サムライブルーの原材料BACK NUMBER
徹底管理がコンディション悪化に?
ハリル流の日本版を見つけて欲しい。
text by
二宮寿朗Toshio Ninomiya
photograph byTakuya Sugiyama
posted2015/06/22 11:00
シンガポール戦での日本代表のコンディションは、決していいとは言いづらいものだった。どんな要素がその裏にあったのだろう。
ハリル流が日本向けにアレンジされることに期待。
とはいえ、ハリルホジッチの手法を批判するつもりも否定もするつもりもない。
まだ日本に来て3カ月しか経っていないのである。2週間の合宿も初めてで、日本人選手の気質というものを分かるにはまだまだ時間が足りない。厳しい徹底管理が日本でも通用するのかの、テストの意味もあったのかもしれない。先ほど登場したザッケローニの話も、就任してから1年半が経っていた。日本サッカーを、日本人を知ってくればくるほど、マネジメントも変わってくる。

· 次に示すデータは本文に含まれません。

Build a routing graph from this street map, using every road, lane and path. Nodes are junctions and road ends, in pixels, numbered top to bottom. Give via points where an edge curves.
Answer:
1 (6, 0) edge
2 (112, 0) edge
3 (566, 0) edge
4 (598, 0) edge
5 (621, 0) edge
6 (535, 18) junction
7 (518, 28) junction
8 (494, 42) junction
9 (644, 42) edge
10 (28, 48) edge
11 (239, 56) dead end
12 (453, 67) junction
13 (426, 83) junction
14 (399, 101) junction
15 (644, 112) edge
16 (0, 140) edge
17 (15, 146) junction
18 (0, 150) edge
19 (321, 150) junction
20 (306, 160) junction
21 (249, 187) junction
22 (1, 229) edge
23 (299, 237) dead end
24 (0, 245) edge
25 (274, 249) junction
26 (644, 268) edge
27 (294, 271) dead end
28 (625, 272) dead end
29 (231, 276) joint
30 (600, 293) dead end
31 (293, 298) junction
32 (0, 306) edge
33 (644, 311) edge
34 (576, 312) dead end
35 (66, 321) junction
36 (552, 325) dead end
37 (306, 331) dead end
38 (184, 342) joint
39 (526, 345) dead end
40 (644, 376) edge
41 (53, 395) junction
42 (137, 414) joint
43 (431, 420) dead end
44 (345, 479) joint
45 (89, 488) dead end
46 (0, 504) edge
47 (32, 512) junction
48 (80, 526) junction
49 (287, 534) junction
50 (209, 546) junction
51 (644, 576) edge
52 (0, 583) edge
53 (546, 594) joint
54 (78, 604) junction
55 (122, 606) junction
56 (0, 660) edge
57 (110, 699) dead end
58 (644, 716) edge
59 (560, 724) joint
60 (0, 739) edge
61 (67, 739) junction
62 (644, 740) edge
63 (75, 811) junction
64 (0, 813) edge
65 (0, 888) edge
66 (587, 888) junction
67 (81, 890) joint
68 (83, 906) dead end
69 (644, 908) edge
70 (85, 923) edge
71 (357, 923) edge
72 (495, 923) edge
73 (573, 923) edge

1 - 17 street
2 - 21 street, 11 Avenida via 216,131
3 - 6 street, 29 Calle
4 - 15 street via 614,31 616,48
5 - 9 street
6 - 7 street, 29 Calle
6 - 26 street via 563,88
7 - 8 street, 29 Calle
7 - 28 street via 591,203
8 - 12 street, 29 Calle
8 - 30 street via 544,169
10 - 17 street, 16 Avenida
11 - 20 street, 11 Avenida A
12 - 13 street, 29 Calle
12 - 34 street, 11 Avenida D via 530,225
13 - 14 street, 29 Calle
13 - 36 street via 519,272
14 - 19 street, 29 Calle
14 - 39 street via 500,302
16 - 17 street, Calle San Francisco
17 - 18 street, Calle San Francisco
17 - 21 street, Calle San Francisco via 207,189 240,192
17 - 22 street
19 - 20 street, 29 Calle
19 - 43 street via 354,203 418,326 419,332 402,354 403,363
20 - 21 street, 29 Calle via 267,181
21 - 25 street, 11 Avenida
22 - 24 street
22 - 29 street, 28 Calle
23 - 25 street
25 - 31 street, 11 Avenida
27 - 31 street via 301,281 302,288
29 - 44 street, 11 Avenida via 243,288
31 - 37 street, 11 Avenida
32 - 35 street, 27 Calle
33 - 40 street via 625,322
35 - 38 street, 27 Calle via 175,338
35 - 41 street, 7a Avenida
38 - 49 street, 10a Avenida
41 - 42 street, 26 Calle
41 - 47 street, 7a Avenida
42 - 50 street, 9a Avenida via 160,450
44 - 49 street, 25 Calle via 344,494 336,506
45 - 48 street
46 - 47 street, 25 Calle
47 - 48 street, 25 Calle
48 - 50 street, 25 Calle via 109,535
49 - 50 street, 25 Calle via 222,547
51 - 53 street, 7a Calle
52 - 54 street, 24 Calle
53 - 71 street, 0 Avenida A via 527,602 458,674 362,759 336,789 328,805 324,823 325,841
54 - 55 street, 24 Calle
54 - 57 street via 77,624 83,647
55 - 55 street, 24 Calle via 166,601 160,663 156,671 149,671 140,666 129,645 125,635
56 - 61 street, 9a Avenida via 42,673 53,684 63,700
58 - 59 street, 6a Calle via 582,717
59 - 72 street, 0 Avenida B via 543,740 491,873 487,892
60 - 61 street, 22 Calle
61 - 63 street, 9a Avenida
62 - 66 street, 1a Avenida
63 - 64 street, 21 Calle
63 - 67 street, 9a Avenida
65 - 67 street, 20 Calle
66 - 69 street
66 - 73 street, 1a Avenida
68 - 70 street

現状の準備方法が不十分とするならば、いずれにせよアレンジは必要である。管理をする程度の問題もあれば、徹底管理を基本にした場合でもどうリラックスさせていくかを考えなければならない。この2週間で把握できたことを基にしてハリル流の日本版を構築していけばいいだけのこと。働き者で熱心な彼のことだから、きっと彼なりの答えを見つけていくことができるはずだ。
高い授業料ではあった。
万が一、運が悪かっただけで準備の問題は戦術面のみと指揮官が捉えているとしたら、大切なことを見落としたままになる。だが、ショッキングな現実によって予選一発目の試合で気づくことができたとしたら、ハリルホジッチにとって意味あるドローとなるに違いない。